General information
Course type | AMUPIE |
Module title | Ancient Popular Topoi and Motifs in Culture and Literature |
Language | English |
Module lecturer | Prof. Radosław Piętka |
Lecturer's email | platon@amu.edu.pl |
Lecturer position | Professor |
Faculty | Faculty of Polish and Classical Philology |
Semester | 2022/2023 (summer) |
Duration | 30 |
ECTS | 4 |
USOS code | 03-AP-APT |
Timetable
Module aim (aims)
- to obtain state-of-the-art knowledge of the subject matter of the lecture;
- to deepen one’s knowledge of selected problems of classical culture;
- to obtain knowledge of the coexistence of methodological trends;
- to obtain the knowledge of basic terminology and methods typical of several methodologies;
- to develop the ability to recognize and assess methods used in earlier and recent research;
- to develop skills at applying the tools typical of specific methodological trends.

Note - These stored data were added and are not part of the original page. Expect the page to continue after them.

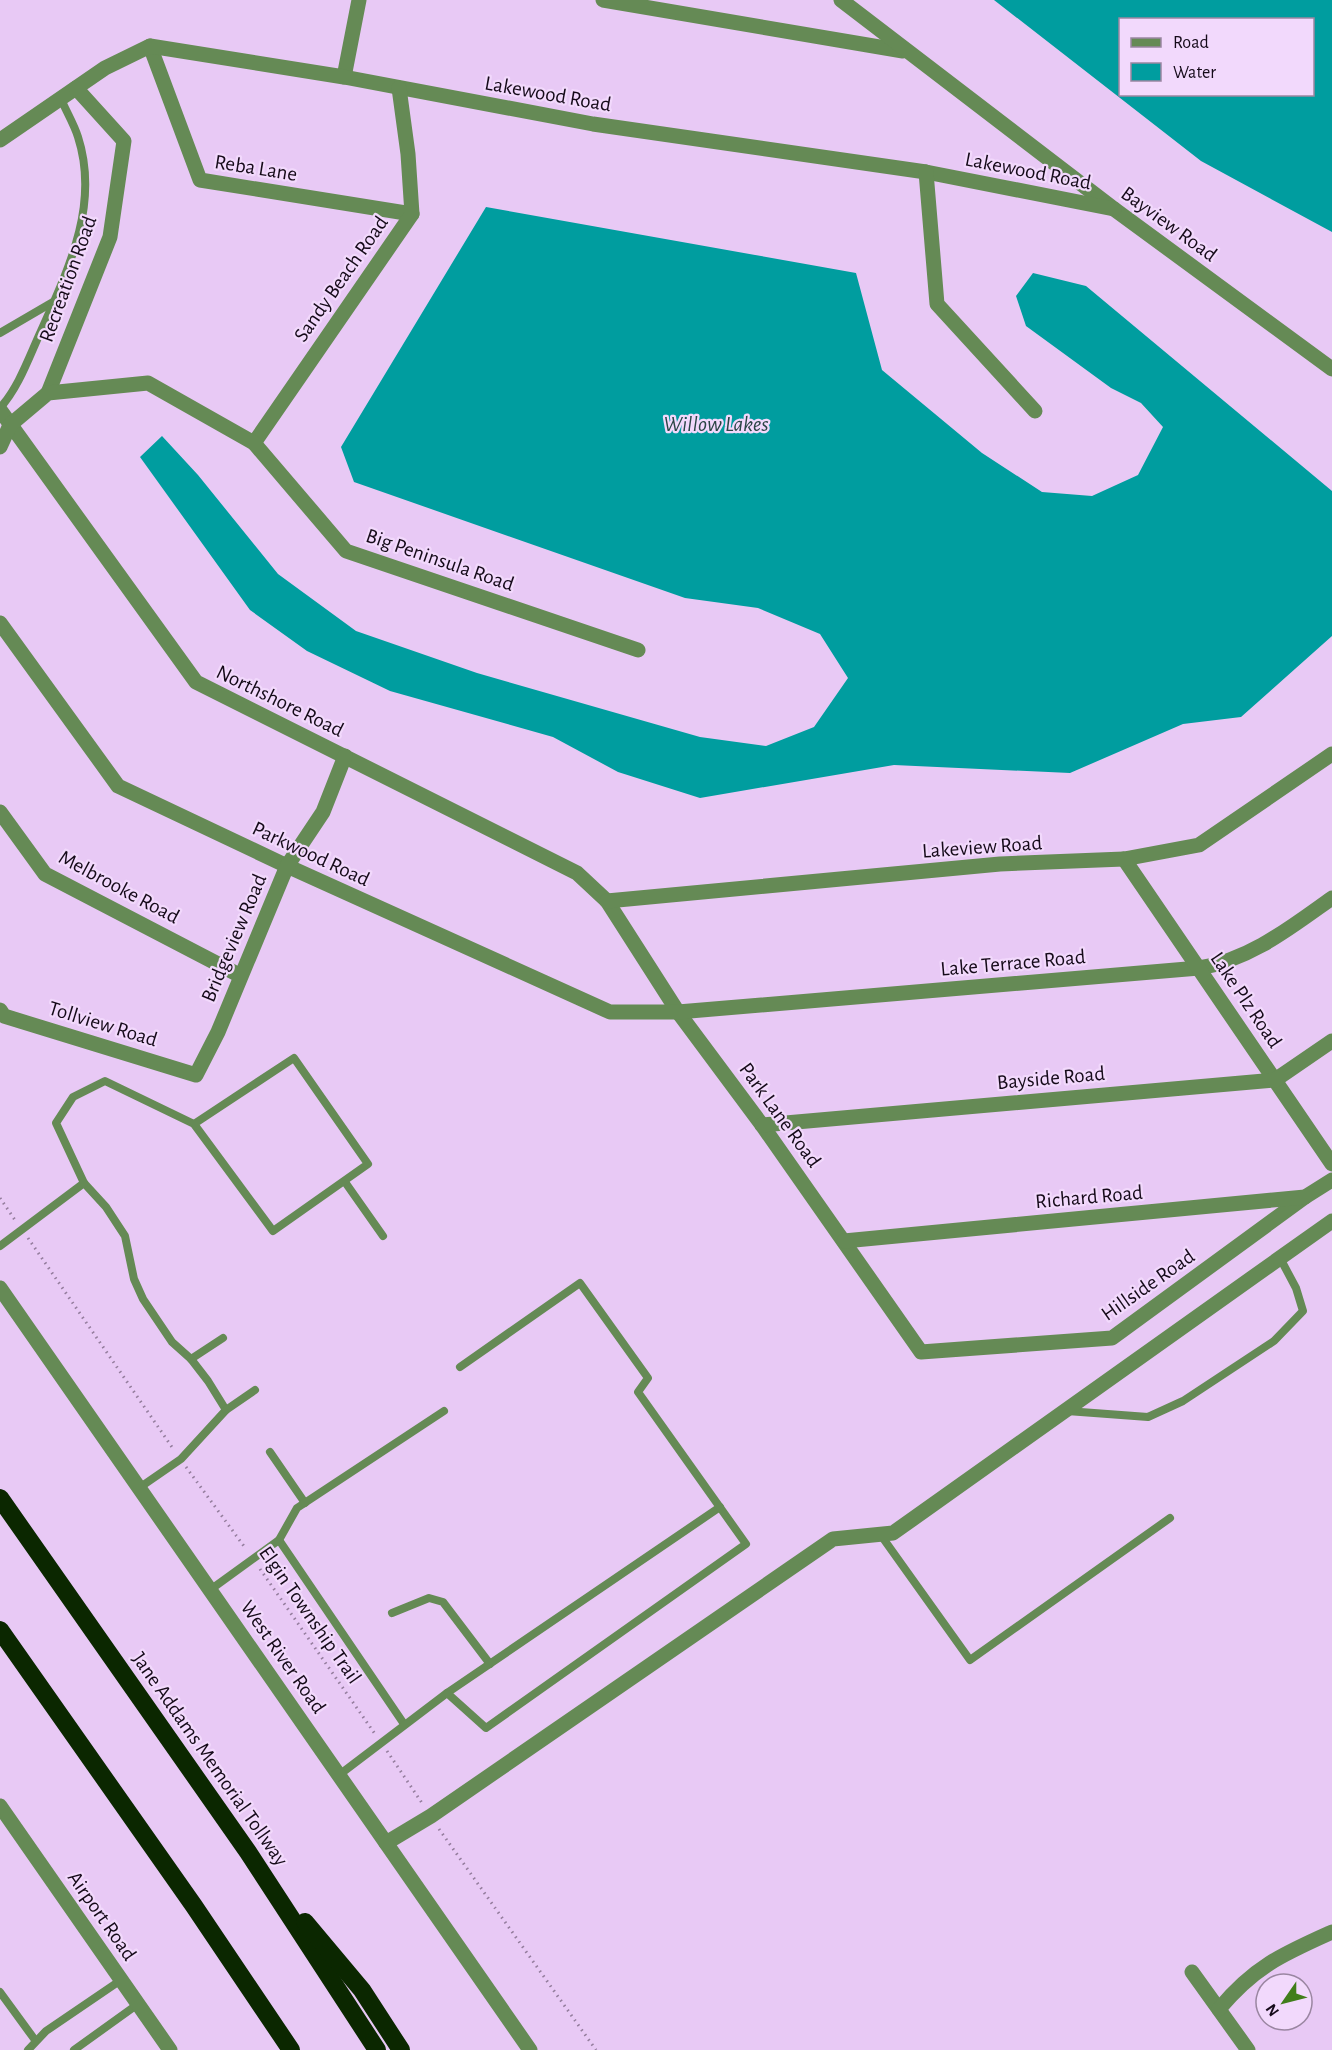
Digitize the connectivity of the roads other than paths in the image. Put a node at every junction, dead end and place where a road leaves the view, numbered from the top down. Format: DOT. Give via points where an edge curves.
graph roads {
  1 [pos="360,0"];
  2 [pos="603,0"];
  3 [pos="841,0"];
  4 [pos="150,46"];
  5 [pos="906,51"];
  6 [pos="344,77"];
  7 [pos="76,88"];
  8 [pos="399,88"];
  9 [pos="61,99"];
  10 [pos="0,140"];
  11 [pos="926,172"];
  12 [pos="1114,210"];
  13 [pos="412,214"];
  14 [pos="54,302"];
  15 [pos="0,333"];
  16 [pos="1332,369"];
  17 [pos="48,393"];
  18 [pos="0,409"];
  19 [pos="1035,411"];
  20 [pos="10,425"];
  21 [pos="254,442"];
  22 [pos="0,447"];
  23 [pos="0,623"];
  24 [pos="638,650"];
  25 [pos="1332,754"];
  26 [pos="345,756"];
  27 [pos="0,812"];
  28 [pos="1124,859"];
  29 [pos="287,866"];
  30 [pos="1332,898"];
  31 [pos="607,901"];
  32 [pos="1199,968"];
  33 [pos="239,975"];
  34 [pos="0,1010"];
  35 [pos="678,1012"];
  36 [pos="1332,1041"];
  37 [pos="196,1075"];
  38 [pos="1275,1080"];
  39 [pos="194,1124"];
  40 [pos="762,1125"];
  41 [pos="1332,1164"];
  42 [pos="1332,1180"];
  43 [pos="345,1182"];
  44 [pos="84,1183"];
  45 [pos="1305,1197"];
  46 [pos="1332,1221"];
  47 [pos="383,1236"];
  48 [pos="844,1241"];
  49 [pos="0,1246"];
  50 [pos="1280,1258"];
  51 [pos="0,1288"];
  52 [pos="223,1338"];
  53 [pos="921,1353"];
  54 [pos="191,1359"];
  55 [pos="460,1367"];
  56 [pos="255,1390"];
  57 [pos="226,1410"];
  58 [pos="444,1411"];
  59 [pos="1063,1411"];
  60 [pos="270,1452"];
  61 [pos="139,1488"];
  62 [pos="0,1498"];
  63 [pos="305,1503"];
  64 [pos="720,1507"];
  65 [pos="1170,1518"];
  66 [pos="880,1534"];
  67 [pos="279,1540"];
  68 [pos="210,1590"];
  69 [pos="392,1613"];
  70 [pos="0,1630"];
  71 [pos="490,1664"];
  72 [pos="447,1693"];
  73 [pos="405,1724"];
  74 [pos="339,1775"];
  75 [pos="0,1806"];
  76 [pos="386,1843"];
  77 [pos="248,1852"];
  78 [pos="1332,1932"];
  79 [pos="1192,1972"];
  80 [pos="121,1980"];
  81 [pos="0,1992"];
  82 [pos="138,2004"];
  83 [pos="1219,2009"];
  84 [pos="35,2040"];
  85 [pos="28,2050"];
  86 [pos="74,2050"];
  87 [pos="170,2050"];
  88 [pos="291,2050"];
  89 [pos="377,2050"];
  90 [pos="401,2050"];
  91 [pos="530,2050"];
  92 [pos="1248,2050"];
  1 -- 6 [label="street"];
  2 -- 5 [label="street"];
  3 -- 5 [label="street, Bayview Road"];
  4 -- 6 [label="street, Lakewood Road"];
  4 -- 7 [label="street" via="105,68"];
  4 -- 13 [label="street, Reba Lane" via="200,180"];
  5 -- 12 [label="street, Bayview Road"];
  6 -- 8 [label="street, Lakewood Road"];
  7 -- 9 [label="street"];
  7 -- 17 [label="street, Recreation Road" via="124,141 110,237"];
  8 -- 11 [label="street, Lakewood Road" via="593,124"];
  8 -- 13 [label="street, Sandy Beach Road"];
  9 -- 10 [label="street"];
  9 -- 14 [label="lane" via="78,137 85,180 81,226 66,280"];
  11 -- 12 [label="street, Lakewood Road"];
  11 -- 19 [label="street" via="937,304"];
  12 -- 16 [label="street, Bayview Road"];
  13 -- 21 [label="street, Sandy Beach Road"];
  14 -- 15 [label="lane"];
  14 -- 18 [label="lane" via="9,398"];
  17 -- 20 [label="street"];
  17 -- 21 [label="street, Big Peninsula Road" via="148,382"];
  18 -- 20 [label="street, Northshore Road"];
  20 -- 22 [label="street"];
  20 -- 26 [label="street, Northshore Road" via="196,682"];
  21 -- 24 [label="street, Big Peninsula Road" via="346,551"];
  23 -- 29 [label="street, Parkwood Road" via="117,786"];
  25 -- 28 [label="street, Lakeview Road" via="1199,845"];
  26 -- 29 [label="street, Bridgeview Road" via="323,812"];
  26 -- 31 [label="street, Northshore Road" via="577,873"];
  27 -- 33 [label="street, Melbrooke Road" via="45,874"];
  28 -- 31 [label="street, Lakeview Road" via="1000,864"];
  28 -- 32 [label="street, Lake Plz Road"];
  29 -- 33 [label="street, Bridgeview Road"];
  29 -- 35 [label="street, Parkwood Road" via="610,1012"];
  30 -- 32 [label="street, Lake Terrace Road" via="1255,950 1224,964"];
  31 -- 35 [label="street, Park Lane Road"];
  32 -- 35 [label="street, Lake Terrace Road"];
  32 -- 38 [label="street, Lake Plz Road"];
  33 -- 37 [label="street, Bridgeview Road" via="218,1032"];
  34 -- 37 [label="street, Tollview Road" via="4,1016"];
  35 -- 40 [label="street, Park Lane Road"];
  36 -- 38 [label="street, Bayside Road"];
  38 -- 40 [label="street, Bayside Road"];
  38 -- 41 [label="street, Lake Plz Road"];
  39 -- 43 [label="lane" via="273,1231"];
  39 -- 43 [label="lane" via="294,1058 368,1164"];
  39 -- 44 [label="lane" via="105,1081 72,1097 56,1123"];
  40 -- 48 [label="street, Park Lane Road"];
  42 -- 45 [label="street, Richard Road"];
  43 -- 47 [label="lane"];
  44 -- 49 [label="lane"];
  44 -- 54 [label="lane" via="125,1236 134,1279 143,1299 172,1342"];
  45 -- 48 [label="street, Richard Road"];
  45 -- 53 [label="street, Hillside Road" via="1112,1338"];
  46 -- 50 [label="street"];
  48 -- 53 [label="street, Park Lane Road"];
  50 -- 59 [label="street"];
  50 -- 59 [label="lane" via="1303,1311 1274,1341 1183,1401 1148,1417"];
  51 -- 61 [label="street, West River Road"];
  52 -- 54 [label="lane"];
  54 -- 57 [label="lane"];
  55 -- 64 [label="lane" via="580,1283 648,1378 638,1392"];
  56 -- 57 [label="lane"];
  57 -- 61 [label="lane" via="181,1459"];
  58 -- 63 [label="lane"];
  59 -- 66 [label="street" via="893,1533"];
  60 -- 63 [label="lane"];
  61 -- 68 [label="street, West River Road"];
  62 -- 77 [label="highway, Jane Addams Memorial Tollway"];
  63 -- 67 [label="lane" via="297,1508"];
  64 -- 71 [label="lane"];
  64 -- 72 [label="lane" via="746,1544 486,1728"];
  65 -- 66 [label="lane" via="970,1660"];
  66 -- 76 [label="street" via="833,1539"];
  67 -- 68 [label="lane"];
  67 -- 73 [label="lane"];
  68 -- 74 [label="street, West River Road"];
  69 -- 71 [label="lane" via="429,1598 443,1602"];
  70 -- 88 [label="highway"];
  71 -- 72 [label="lane"];
  72 -- 73 [label="lane"];
  73 -- 74 [label="lane"];
  74 -- 76 [label="street, West River Road"];
  75 -- 80 [label="street, Airport Road"];
  76 -- 91 [label="street, West River Road"];
  77 -- 89 [label="highway, Jane Addams Memorial Tollway"];
  77 -- 90 [label="highway" via="362,1990"];
  78 -- 83 [label="street" via="1273,1959 1238,1987"];
  79 -- 83 [label="street"];
  80 -- 82 [label="street, Airport Road"];
  80 -- 84 [label="lane"];
  81 -- 84 [label="lane"];
  82 -- 86 [label="lane"];
  82 -- 87 [label="street, Airport Road"];
  83 -- 92 [label="street"];
  84 -- 85 [label="lane"];
}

Pre-requisites in terms of knowledge, skills and social competences (where relevant)
general familiarity with classics; basic familiarity with the terminology of history of arts and theory of literature; having read a number of classical texts, original or translated; attending other lectures on classical culture.
Syllabus
Course learning content: |
Concepts and ideas: motif, commonplace, theme, symbol, archetype, myth; |
Classical motifs reworked in modern culture; |
Homeric epic about war and travelling: short history of the universal metaphors of human life; |
Ancient bestiary and modern posthuman reflections; |
Astral imagination, ancient and modern; |
Ancient poleology in modern guise: motif of the city (and its ruins) in contemporary art and literature; |
Ancient motifs in contemporary cinema. |
Reading list
to be announced in class (e.g. E. Curtius, European Literature and the Latin Middle Ages. Oxford 2013 [1953]; M. Beard, J. Henderson, Classics. A Very Short Introduction. Oxford 1997; Classical Myth and Culture in the Cinema. Ed. M.M. Winkler. Oxford 2001; Living Classics: Greece and Rome in Contemporary Poetry in English. Ed. S.J. Harrison. Oxford 2009; Classics for All: Reworking Antiquity in Mass Culture. Ed. D. Lowe, K. Shahabudin. Newcastle 2009).